Sweet looking boat.....I think he needs to come up a little on the jackplate though!


----------



## JCockrell (Dec 14, 2012)

texasislandboy said:


> Funny all that bullet proofing and all you have to do is pop one round into that 300hp and its done.


 <------------ THIS... LOL... but then again, he's still got an extra 300 that'll probably still allow him to catch most boats on the bay...


----------



## bigfishtx (Jul 17, 2007)

Hope those guys can drive better than the DPS clowns they have running their bay rigs around. Those guys are great at seeing how shallow a boat can(NOT) run.


----------



## wahoozy (Apr 8, 2007)

As long as they are patrolling places like Falcon Lake, Amistad and the Rio Grande to protect American citizens, they were in the ICW a few times with their Yellowfin Rig doing safety checks on boats much like the coast guard does..... We don't need a triple layer of boating safety checks. A friend of mine in PM was stopped twice at the PM jetty's once by CG next by DPS in an hour


----------



## wahoozy (Apr 8, 2007)

I agree with some other posts that there does seem to be some strange man-love for the SCB, either way it's over kill, I think the 30 or 50 cal on the front is fast enough and a single 300 would be sufficient


----------



## cominahead (Sep 15, 2011)

*scb 330*

stil no answers on scb with 330 hmmm must have been disappointing


----------



## fattyflattie (May 20, 2008)

On The Hook said:


> I bet they can buy 2 or 3 scb's for the cost of one yellowfin. Wile nether are cheap, one is a high end luxury item and the other is a go fast more in line with the actual needs of the job.

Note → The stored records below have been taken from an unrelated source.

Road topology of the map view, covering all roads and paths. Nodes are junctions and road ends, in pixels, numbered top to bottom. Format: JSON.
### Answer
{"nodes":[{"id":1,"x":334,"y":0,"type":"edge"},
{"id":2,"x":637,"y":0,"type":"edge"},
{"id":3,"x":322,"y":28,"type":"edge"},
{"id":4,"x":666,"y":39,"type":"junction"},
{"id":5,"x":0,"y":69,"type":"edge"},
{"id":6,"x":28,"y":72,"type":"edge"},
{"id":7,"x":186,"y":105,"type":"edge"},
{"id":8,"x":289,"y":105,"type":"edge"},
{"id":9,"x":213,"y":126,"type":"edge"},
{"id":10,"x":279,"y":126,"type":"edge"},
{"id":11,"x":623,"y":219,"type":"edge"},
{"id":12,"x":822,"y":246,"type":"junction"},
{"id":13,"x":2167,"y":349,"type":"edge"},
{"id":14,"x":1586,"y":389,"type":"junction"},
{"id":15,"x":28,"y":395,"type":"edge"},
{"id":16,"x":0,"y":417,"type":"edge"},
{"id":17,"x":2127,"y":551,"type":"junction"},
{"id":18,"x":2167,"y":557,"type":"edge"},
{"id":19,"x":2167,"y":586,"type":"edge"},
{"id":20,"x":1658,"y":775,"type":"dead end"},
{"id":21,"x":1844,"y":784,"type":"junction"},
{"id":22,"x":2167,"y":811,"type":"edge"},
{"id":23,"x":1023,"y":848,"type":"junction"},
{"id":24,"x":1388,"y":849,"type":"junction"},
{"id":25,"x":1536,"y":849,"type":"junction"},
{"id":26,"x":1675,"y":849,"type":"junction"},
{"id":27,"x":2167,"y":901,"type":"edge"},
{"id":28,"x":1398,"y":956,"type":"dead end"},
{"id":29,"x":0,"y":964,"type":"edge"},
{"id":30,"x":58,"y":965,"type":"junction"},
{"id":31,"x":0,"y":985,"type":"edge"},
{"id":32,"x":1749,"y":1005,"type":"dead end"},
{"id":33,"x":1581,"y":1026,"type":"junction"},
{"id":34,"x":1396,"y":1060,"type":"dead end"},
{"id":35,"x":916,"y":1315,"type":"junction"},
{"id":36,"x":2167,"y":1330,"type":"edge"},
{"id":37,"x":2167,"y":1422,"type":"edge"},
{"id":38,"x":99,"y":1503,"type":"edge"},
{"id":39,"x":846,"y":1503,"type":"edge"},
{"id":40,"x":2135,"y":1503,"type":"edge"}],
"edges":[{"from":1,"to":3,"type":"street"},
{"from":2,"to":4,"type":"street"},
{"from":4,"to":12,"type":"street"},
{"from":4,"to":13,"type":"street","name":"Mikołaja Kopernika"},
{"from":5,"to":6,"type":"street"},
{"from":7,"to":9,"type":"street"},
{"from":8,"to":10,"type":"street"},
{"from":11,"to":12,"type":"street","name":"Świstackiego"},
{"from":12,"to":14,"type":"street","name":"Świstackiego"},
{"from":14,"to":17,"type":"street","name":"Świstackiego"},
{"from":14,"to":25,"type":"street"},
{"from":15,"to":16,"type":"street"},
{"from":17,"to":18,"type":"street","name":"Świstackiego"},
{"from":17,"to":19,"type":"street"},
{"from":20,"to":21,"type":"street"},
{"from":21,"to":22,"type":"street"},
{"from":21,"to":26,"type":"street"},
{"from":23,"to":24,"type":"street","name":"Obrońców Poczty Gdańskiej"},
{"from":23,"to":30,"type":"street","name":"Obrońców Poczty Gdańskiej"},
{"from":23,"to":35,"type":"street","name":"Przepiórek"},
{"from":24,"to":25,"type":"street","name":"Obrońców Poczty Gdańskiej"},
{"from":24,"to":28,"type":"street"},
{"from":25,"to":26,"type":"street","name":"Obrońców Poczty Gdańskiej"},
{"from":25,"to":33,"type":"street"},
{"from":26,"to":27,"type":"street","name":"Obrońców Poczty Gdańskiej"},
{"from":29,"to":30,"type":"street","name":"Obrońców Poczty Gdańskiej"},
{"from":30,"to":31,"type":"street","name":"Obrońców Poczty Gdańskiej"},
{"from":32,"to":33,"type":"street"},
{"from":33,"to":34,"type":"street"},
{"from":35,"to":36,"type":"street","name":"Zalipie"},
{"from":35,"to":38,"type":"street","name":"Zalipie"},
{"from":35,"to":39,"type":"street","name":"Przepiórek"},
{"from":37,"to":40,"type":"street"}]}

They are both high end and both pretty fast.

There's not much "luxury" on the 36's, they are first and foremost fishing machines. Just a nice finish and components. No different than a half a dozen other boats in that price range.


----------



## fattyflattie (May 20, 2008)

cominahead said:


> stil no answers on scb with 330 hmmm must have been disappointing


There's a video somewhere in low 90's iirc (there's so many blazing fast ones out there its hard to keep count). It was shot on a tournament morning. I do remember it blowing by other SCB's. Either way it was faaaaast.


----------



## UnoMas (Dec 15, 2009)

Kinda gives a new meaning to "Don't Mess With Texas."


----------



## noskunks (Jul 27, 2006)

DPS keeps some of the drug money they seize....and it's a lot. Not 100% sure but my bet is that helps fund these boats.


----------



## Minnow Pause (Sep 4, 2013)

Me no Alamo, me no Goliad!


----------



## 89rfl (Aug 15, 2011)

Question... If that's a stingray and it had twin engines. How can it even raise it's motors at all with no tunnel infront of the motor!? Because each motor is on each side of the tunnel.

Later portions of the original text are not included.